Comme la plupart des anciennes variétés, le timorasso, mentionné dès le Moyen-Age, a été abandonné au profit de cépages plus faciles à cultiver. Le changement climatique a favorisé son retour: sensible à la pourriture grise, il risquait d’être réduit à néant par les pluies d’automne. Il ne mûrissait qu’en octobre, alors que ces derniers millésimes chauds et secs, on l’a récolté en même temps que la barbera, à mi-septembre.
Le cortese, qui fait encore la réputation du cru voisin, Gavi, était bien plus facile à conduire et à vinifier. Aujourd’hui, il n’est plus possible de planter ce cépage blanc dans le périmètre de Derthona. Son prix s’est effondré à 0,80 euros le kilo, contre le triple pour le timorasso, dans une région où subsistent de nombreux agriculteurs-viticulteurs. «Avant la mode du prosecco, le cortese donnait les mousseux les plus populaires d’Italie», rappelle Carlo Volpi.

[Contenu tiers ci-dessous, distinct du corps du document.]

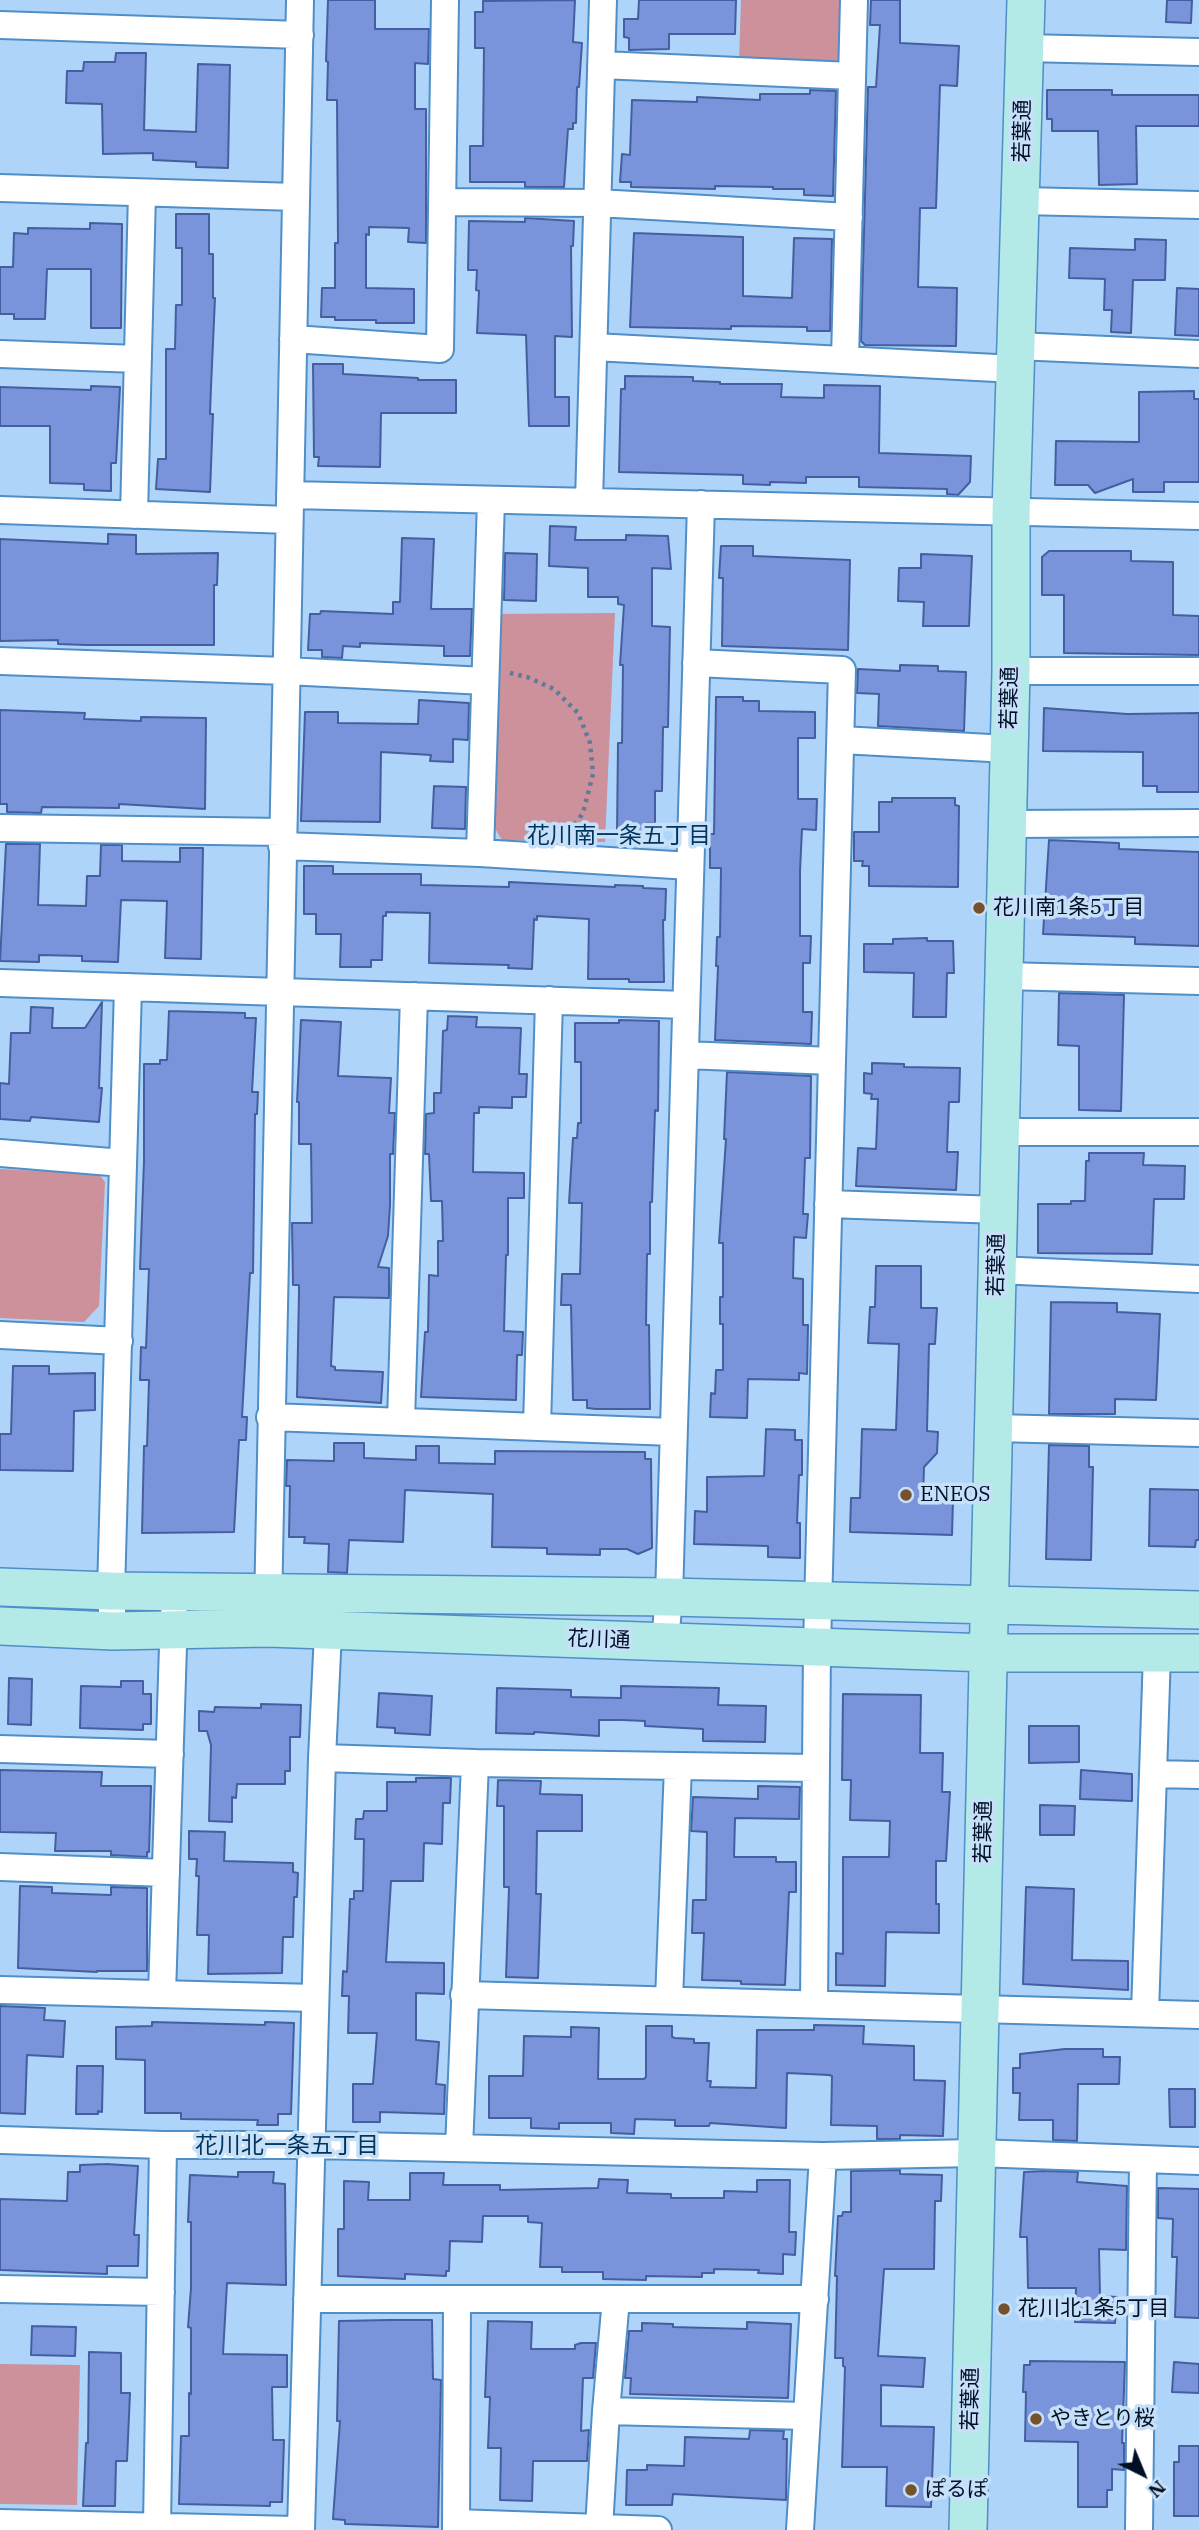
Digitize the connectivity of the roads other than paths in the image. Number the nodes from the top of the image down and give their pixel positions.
1 (300, 0) edge
2 (445, 0) edge
3 (603, 0) edge
4 (854, 0) edge
5 (1026, 0) edge
6 (0, 25) edge
7 (300, 35) junction
8 (1024, 48) junction
9 (1199, 52) edge
10 (601, 65) junction
11 (852, 76) junction
12 (0, 188) edge
13 (142, 193) junction
14 (296, 197) junction
15 (1021, 201) junction
16 (443, 202) junction
17 (597, 202) junction
18 (1199, 205) edge
19 (849, 217) junction
20 (293, 339) junction
21 (594, 347) junction
22 (0, 354) edge
23 (1199, 354) edge
24 (1016, 357) junction
25 (138, 359) junction
26 (845, 360) junction
27 (491, 500) junction
28 (590, 502) junction
29 (701, 504) junction
30 (290, 508) junction
31 (0, 510) edge
32 (1011, 513) junction
33 (134, 515) junction
34 (1199, 516) edge
35 (0, 661) edge
36 (696, 663) junction
37 (286, 671) junction
38 (1012, 671) junction
39 (1199, 671) edge
40 (496, 676) junction
41 (841, 740) junction
42 (1009, 749) junction
43 (1199, 823) edge
44 (1007, 824) junction
45 (0, 828) edge
46 (282, 839) junction
47 (480, 853) junction
48 (690, 866) junction
49 (1004, 976) junction
50 (1199, 981) edge
51 (0, 984) edge
52 (128, 987) junction
53 (279, 992) junction
54 (414, 996) junction
55 (549, 1000) junction
56 (686, 1005) junction
57 (685, 1055) junction
58 (832, 1061) junction
59 (1000, 1132) junction
60 (1199, 1132) edge
61 (0, 1153) edge
62 (124, 1163) junction
63 (828, 1204) junction
64 (999, 1210) junction
65 (997, 1270) junction
66 (1199, 1279) edge
67 (0, 1335) edge
68 (119, 1341) junction
69 (270, 1417) junction
70 (401, 1422) junction
71 (537, 1427) junction
72 (994, 1428) junction
73 (673, 1432) junction
74 (1199, 1433) edge
75 (0, 1587) edge
76 (111, 1591) junction
77 (173, 1591) junction
78 (268, 1592) junction
79 (330, 1593) junction
80 (669, 1597) junction
81 (818, 1601) junction
82 (989, 1605) junction
83 (1199, 1611) edge
84 (0, 1626) edge
85 (267, 1628) junction
86 (174, 1630) junction
87 (329, 1630) junction
88 (113, 1631) junction
89 (665, 1642) junction
90 (817, 1647) junction
91 (989, 1653) junction
92 (1157, 1653) junction
93 (1199, 1653) edge
94 (0, 1749) edge
95 (170, 1754) junction
96 (322, 1758) junction
97 (475, 1763) junction
98 (678, 1766) junction
99 (816, 1768) junction
100 (1153, 1774) junction
101 (1199, 1775) edge
102 (0, 1867) edge
103 (166, 1873) junction
104 (0, 1990) edge
105 (162, 1994) junction
106 (464, 1995) junction
107 (315, 1998) junction
108 (669, 2000) junction
109 (814, 2004) junction
110 (980, 2008) junction
111 (1145, 2013) junction
112 (1199, 2015) edge
113 (0, 2140) edge
114 (163, 2145) junction
115 (311, 2145) junction
116 (458, 2148) junction
117 (976, 2153) junction
118 (823, 2156) junction
119 (1143, 2159) junction
120 (1199, 2161) edge
121 (0, 2288) edge
122 (161, 2292) junction
123 (307, 2299) junction
124 (457, 2299) junction
125 (616, 2299) junction
126 (814, 2299) junction
127 (606, 2411) junction
128 (807, 2416) junction
129 (0, 2523) edge
130 (157, 2527) junction
131 (456, 2527) edge
132 (599, 2528) junction
133 (294, 2530) edge
134 (301, 2530) edge
135 (659, 2530) edge
136 (800, 2530) edge
137 (968, 2530) edge
138 (1139, 2530) edge

1 - 7 street
2 - 16 street
3 - 10 street
4 - 11 street
5 - 8 street, 若葉通
6 - 7 street
7 - 14 street
8 - 9 street
8 - 15 street, 若葉通
10 - 11 street
10 - 17 street
11 - 19 street
12 - 13 street
13 - 14 street
13 - 25 street
14 - 20 street
15 - 18 street
15 - 24 street, 若葉通
16 - 17 street
16 - 20 street
17 - 19 street
17 - 21 street
19 - 26 street
20 - 30 street
21 - 26 street
21 - 28 street
22 - 25 street
23 - 24 street
24 - 26 street
24 - 32 street, 若葉通
25 - 33 street
27 - 28 street
27 - 30 street
27 - 40 street
28 - 29 street
29 - 32 street
29 - 36 street
30 - 33 street
30 - 37 street
31 - 33 street
32 - 34 street
32 - 38 street, 若葉通
35 - 37 street
36 - 41 street
36 - 48 street
37 - 40 street
37 - 46 street
38 - 39 street
38 - 42 street, 若葉通
40 - 47 street
41 - 42 street
41 - 58 street
42 - 44 street, 若葉通
43 - 44 street
44 - 49 street, 若葉通
45 - 46 street
46 - 47 street
46 - 53 street
47 - 48 street
48 - 56 street
49 - 50 street
49 - 59 street, 若葉通
51 - 52 street
52 - 53 street
52 - 62 street
53 - 54 street
53 - 69 street
54 - 55 street
54 - 70 street
55 - 56 street
55 - 71 street
56 - 57 street
57 - 58 street
57 - 73 street
58 - 63 street
59 - 60 street
59 - 64 street, 若葉通
61 - 62 street
62 - 68 street
63 - 64 street
63 - 81 street
64 - 65 street, 若葉通
65 - 66 street
65 - 72 street, 若葉通
67 - 68 street
68 - 76 street
69 - 70 street
69 - 78 street
70 - 71 street
71 - 73 street
72 - 74 street
72 - 82 street, 若葉通
73 - 80 street
75 - 76 street, 花川通
76 - 77 street, 花川通
76 - 88 street
77 - 78 street, 花川通
77 - 86 street
78 - 79 street, 花川通
78 - 85 street
79 - 80 street, 花川通
79 - 87 street
80 - 81 street, 花川通
80 - 89 street
81 - 82 street, 花川通
81 - 90 street
82 - 83 street, 花川通
82 - 91 street, 若葉通
84 - 88 street, 花川通
85 - 86 street, 花川通
85 - 87 street, 花川通
86 - 88 street, 花川通
86 - 95 street
87 - 89 street, 花川通
87 - 96 street
89 - 90 street, 花川通
90 - 91 street, 花川通
90 - 99 street
91 - 92 street, 花川通
91 - 110 street, 若葉通
92 - 93 street, 花川通
92 - 100 street
94 - 95 street
95 - 103 street
96 - 97 street
96 - 107 street
97 - 98 street
97 - 106 street
98 - 99 street
98 - 108 street
99 - 109 street
100 - 101 street
100 - 111 street
102 - 103 street
103 - 105 street
104 - 105 street
105 - 107 street
106 - 108 street
106 - 116 street
107 - 115 street
108 - 109 street
109 - 110 street
110 - 111 street
110 - 117 street, 若葉通
111 - 112 street
113 - 114 street
114 - 115 street
114 - 122 street
115 - 116 street
115 - 123 street
116 - 118 street
117 - 118 street
117 - 119 street
117 - 137 street, 若葉通
118 - 126 street
119 - 120 street
119 - 138 street
121 - 122 street
122 - 130 street
123 - 124 street
123 - 134 street
124 - 125 street
124 - 131 street
125 - 126 street
125 - 127 street
126 - 128 street
127 - 128 street
127 - 132 street
128 - 136 street
129 - 130 street
130 - 133 street
131 - 132 street
132 - 135 street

Grâce notamment au marché suisse alémanique, ce producteur de Tortone, qui dit exporter 90 % de ses 3 millions de bouteilles dans 35 pays, a tout misé sur la culture en bio de son domaine. Y compris pour le revêche timorasso, qui prospère sur un coteau verdoyant, sur 10 hectares à la Cascina La Zerba, un domaine acquis il y a vingt ans.

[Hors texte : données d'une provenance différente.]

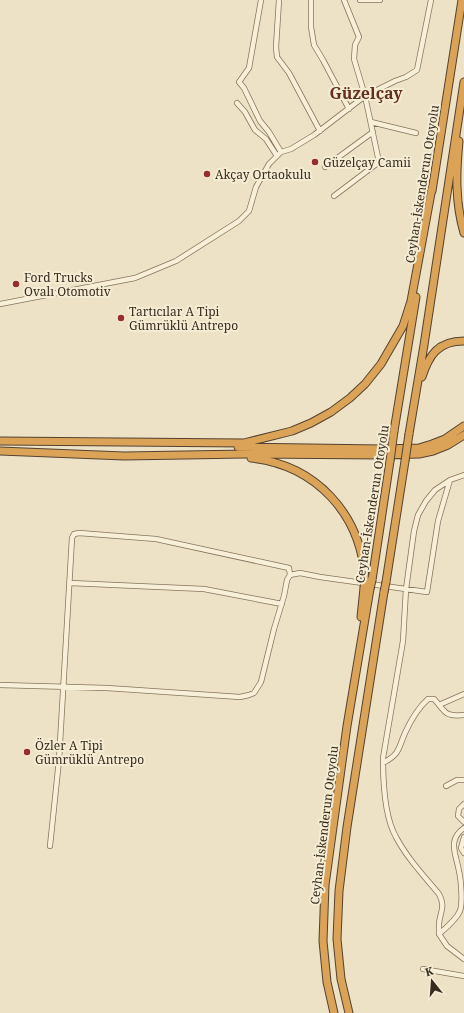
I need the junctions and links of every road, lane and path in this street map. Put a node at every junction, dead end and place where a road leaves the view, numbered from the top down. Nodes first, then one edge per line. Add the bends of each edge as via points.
1 (260, 0) edge
2 (279, 0) edge
3 (311, 0) edge
4 (344, 0) edge
5 (360, 0) edge
6 (380, 0) edge
7 (431, 0) edge
8 (462, 0) edge
9 (464, 83) edge
10 (365, 96) junction
11 (237, 103) dead end
12 (348, 109) junction
13 (371, 122) junction
14 (320, 131) junction
15 (373, 132) junction
16 (416, 133) dead end
17 (279, 154) junction
18 (326, 167) dead end
19 (432, 188) junction
20 (334, 196) dead end
21 (464, 234) edge
22 (0, 304) edge
23 (464, 341) edge
24 (411, 422) junction
25 (464, 426) edge
26 (464, 435) edge
27 (0, 441) edge
28 (129, 441) junction
29 (0, 451) edge
30 (199, 454) junction
31 (464, 475) edge
32 (450, 480) junction
33 (290, 575) junction
34 (368, 579) junction
35 (70, 583) junction
36 (406, 589) junction
37 (282, 604) junction
38 (0, 685) edge
39 (62, 687) junction
40 (464, 694) edge
41 (439, 705) junction
42 (464, 715) edge
43 (383, 763) junction
44 (464, 780) edge
45 (446, 786) dead end
46 (464, 804) edge
47 (464, 822) edge
48 (464, 828) edge
49 (464, 837) edge
50 (50, 846) dead end
51 (464, 853) edge
52 (439, 934) junction
53 (464, 959) edge
54 (423, 969) dead end
55 (464, 976) edge
56 (334, 1013) edge
57 (350, 1013) edge

1 - 17 street via 249,68 239,82
2 - 14 street via 277,57 289,73
3 - 12 street via 314,45
4 - 10 street via 359,36 354,59
5 - 6 street
7 - 10 street via 417,70
8 - 19 highway, Ceyhan-İskenderun Otoyolu
9 - 21 highway via 456,182 457,202
9 - 24 highway, Ceyhan-İskenderun Otoyolu
10 - 12 street
10 - 13 street
11 - 17 street via 255,130
12 - 14 street
13 - 15 street
13 - 16 street
14 - 17 street
15 - 18 street
15 - 20 street via 379,162
17 - 22 street via 269,164 256,187 249,211 239,221 176,261 135,278
19 - 28 highway via 411,301 403,326 366,384 350,398 311,423 292,431 244,443
19 - 34 highway, Ceyhan-İskenderun Otoyolu, bridge via 390,462
23 - 24 highway via 447,343 432,354 426,364
24 - 57 highway, Ceyhan-İskenderun Otoyolu, bridge via 338,892 337,939 341,979
25 - 28 highway via 445,439 419,448 170,446
26 - 30 highway via 448,445 419,454
27 - 28 highway
29 - 30 highway via 124,456
30 - 34 highway via 239,456 272,462 301,473 314,482 335,501 351,526
31 - 32 street
32 - 36 street via 435,490 418,515
32 - 36 street via 438,521 427,592
33 - 35 street via 289,568 156,539 79,533 74,534 72,538
33 - 36 street via 300,573
33 - 37 street
34 - 56 highway, Ceyhan-İskenderun Otoyolu, bridge via 326,885 323,941 327,982
35 - 37 street via 204,589
35 - 39 street
36 - 43 street via 404,641
37 - 39 street via 261,682 254,693 249,695 240,697
38 - 39 street
39 - 50 street via 59,760
40 - 41 street
41 - 42 street via 444,712
41 - 43 street via 434,699 428,699 423,703 405,733 400,749
43 - 52 street via 389,822 395,837 442,900
44 - 45 street via 457,780
46 - 47 street via 459,808 458,816
48 - 52 street via 455,839 454,849 460,871 460,909 454,920
49 - 51 street via 461,848
52 - 53 street via 447,946
54 - 55 street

Comment apprivoiser le timorasso en cave? Le «disciplinaire» paraît encore libéral, réparti entre Piccolo Derthona, Derthona (tout court, dit «classique») et Riserva, avec des exigences qualitatives allant «crescendo». On trouve de tout dans les caves... De l’Italien revenu d’Amérique, Enrico de Alessandrini, qui a vinifié son premier millésime de timorasso en Bourgogne, chez un ami vigneron, avant d’avoir sa cave, Sassaia, où il applique des mesures pilotées par la technologie la plus avancée, avec fermentation, malolactique, dans des fûts de chêne français «neutres».
Jusqu’aux «puristes» un rien baba cool de la coopérative Valli Unite, et leur voisin Ricci, qui alignent, chacun, à côté d’un timorasso classique (les deux bien notés sur le nouveau millésime 2021), diverses cuvées où le raisin macère jusqu’à 90 jours, puis est élevé en jarre, enterrée comme en Géorgie, ou en fûts d’acacia, à la limite du «vin orange», tant par la couleur que par la densité en tanin. Daniele Ricci propose même un bluffant «vin jaune», resté cinq ans sous voile et Valli Unite un «pet’nat’» de timorasso cultivé à... 900 m d’altitude.
En passant par celui qui se dit le plus gros producteur de timorasso (quelque 150 000 bouteilles par année), Claudio Mariotto, du «clan» de base, initié par Walter Massa, ténor des viticulteurs indépendants italiens, et infatigable défenseur du cépage de ce coin de Piémont. D’un millésime à l’autre, depuis plus de 30 millésimes, le Pitasso de Mariotto (souvent 3 verres au guide Gambero Rosso) explore toute la palette des arômes, du plus exubérant au plus amer, du plus tendre au plus acide, sans craindre les défauts (un rédhibitoire goût de moisi) ou un léger volatile, comme dans son «l’imbevibile» 2018, macéré en amphore.
Ou encore l’original Ezio Poggio, installé un peu plus au sud, en altitude, plus précisément dans la sous-zone Terre di Libarna: il produit 10 000 bouteilles de mousseux, à base de timorasso, dont une «méthode traditionnelle», et 40 000 bouteilles de blancs secs, en cuves inox, Caespes et Archetipo. Ce dernier, apprécié sur 2016, répondait à l’ambition de son étiquette: nez d’allumette frottée, structure bien balancée entre acidité et amertume, d’une étonnante dynamique. La démonstration d’un grand vin blanc, apte à s’améliorer en vieillissant, c’est sûr!